BEGIN

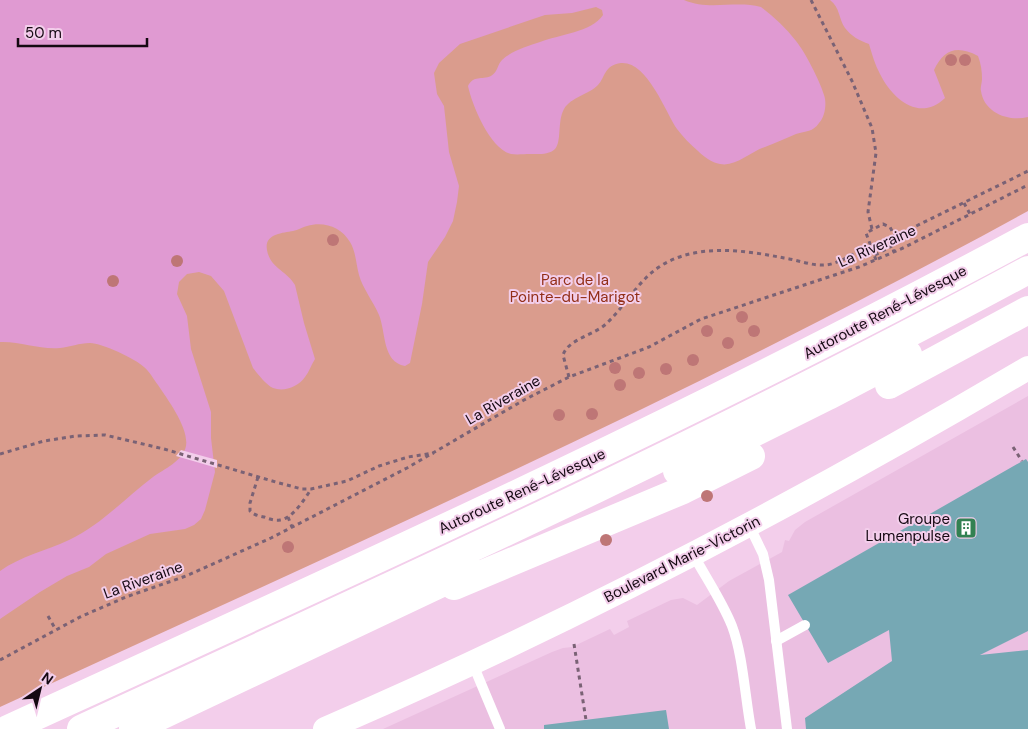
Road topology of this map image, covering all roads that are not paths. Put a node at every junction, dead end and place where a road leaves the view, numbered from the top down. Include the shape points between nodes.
1 (1028, 236) edge
2 (1028, 270) edge
3 (1028, 289) edge
4 (1028, 310) edge
5 (1028, 368) edge
6 (749, 525) junction
7 (693, 554) junction
8 (805, 624) dead end
9 (776, 641) junction
10 (296, 653) junction
11 (472, 662) junction
12 (8, 729) edge
13 (81, 729) edge
14 (133, 729) edge
15 (325, 729) edge
16 (500, 729) edge
17 (750, 729) edge
18 (788, 729) edge

1 - 12 highway, Autoroute René-Lévesque via 705,404
2 - 13 highway, Autoroute René-Lévesque via 922,327 621,477
3 - 10 highway via 883,368 729,445
4 - 10 highway via 683,490
5 - 6 street, Boulevard Marie-Victorin
6 - 7 street, Boulevard Marie-Victorin
6 - 9 lane via 767,571
7 - 11 street, Boulevard Marie-Victorin
7 - 17 lane via 732,627
8 - 9 lane
9 - 18 lane
10 - 14 highway
11 - 15 street, Boulevard Marie-Victorin
11 - 16 lane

END

=== EXERCISE ===
Every line above should be transcribed word for word; leave the pictures out.

=== EXERCISE OUTPUT ===
Road topology of this map image, covering all roads that are not paths. Put a node at every junction, dead end and place where a road leaves the view, numbered from the top down. Include the shape points between nodes.
1 (1028, 236) edge
2 (1028, 270) edge
3 (1028, 289) edge
4 (1028, 310) edge
5 (1028, 368) edge
6 (749, 525) junction
7 (693, 554) junction
8 (805, 624) dead end
9 (776, 641) junction
10 (296, 653) junction
11 (472, 662) junction
12 (8, 729) edge
13 (81, 729) edge
14 (133, 729) edge
15 (325, 729) edge
16 (500, 729) edge
17 (750, 729) edge
18 (788, 729) edge

1 - 12 highway, Autoroute René-Lévesque via 705,404
2 - 13 highway, Autoroute René-Lévesque via 922,327 621,477
3 - 10 highway via 883,368 729,445
4 - 10 highway via 683,490
5 - 6 street, Boulevard Marie-Victorin
6 - 7 street, Boulevard Marie-Victorin
6 - 9 lane via 767,571
7 - 11 street, Boulevard Marie-Victorin
7 - 17 lane via 732,627
8 - 9 lane
9 - 18 lane
10 - 14 highway
11 - 15 street, Boulevard Marie-Victorin
11 - 16 lane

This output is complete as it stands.